Reputation: 475
My data in a file is like below with multiple columns:
A B
Tiger Animal
Parrot Bird
Lion Animal
Elephant Animal
Crow Bird
Horse Animal
Man Human
Dog Animal
I want to find the number of entries in column A corresponding to distinct entries in column B. If possible in R or may be a perl script for this.
Output as:
Animal 5
Bird 2
Human 1
Moreover, if possible to find out if the entries in column A has been repeated for the distinct entries in column B like
A B
Tiger Animal
Tiger Animal
Upvotes: 1
Views: 762
Reputation: 66819
In case anyone else comes by here, here are a couple more approaches that work.
myout <- lapply(split(anm,list(anm$B)),function(x)

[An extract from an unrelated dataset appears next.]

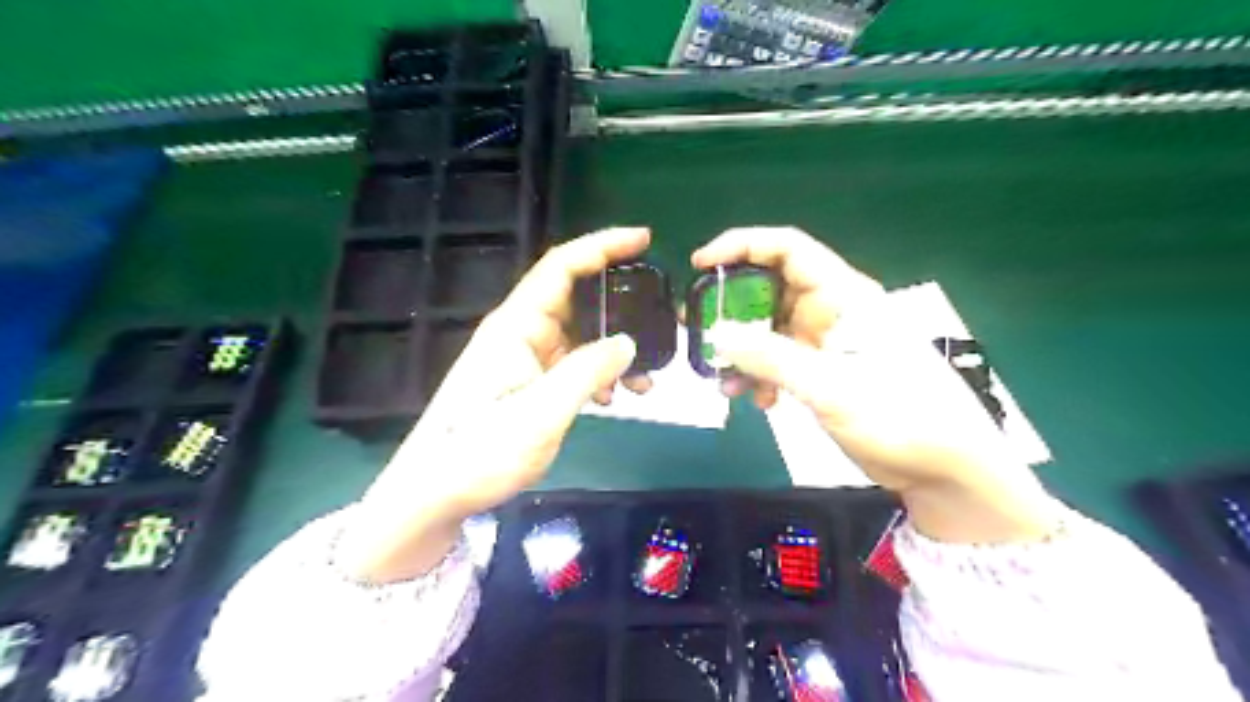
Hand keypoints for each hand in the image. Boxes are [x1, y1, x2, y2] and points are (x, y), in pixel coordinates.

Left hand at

list(length(unique(x[,"A"])),x[duplicated(x),"A"])
)
unlist(sapply(myout,function(x)x[1])) # counts in each category
sapply(myout,function(x)x[-1]) # list of duplicated names
or....
library(data.table)
mydt <- data.table(anm,key="B")
mydt[,.N,by=key(mydt)]
mydt[,.N,by="B,A"][N>1]
where....
anm = read.table(textConnection(
"Tiger Animal
Parrot Bird
Lion Animal
Elephant Animal
Crow Bird
Horse Animal
Man Human
Dog Animal
Tiger Animal"))
names(anm) <- c("A","B")
EDIT: Edited in response to comment by Matthew Dowle (author of data.table).
Upvotes: 2
Reputation: 21
Not sure I get the full data structure in the file, but if you're on UNIX:
tr -s ' ' | sort -u | awk '{ print $2}' | sort | uniq -c
5 Animal
2 Bird
1 Human
The above works, even if I add this line: "Tiger Animal" at the end, because of the first sort -u.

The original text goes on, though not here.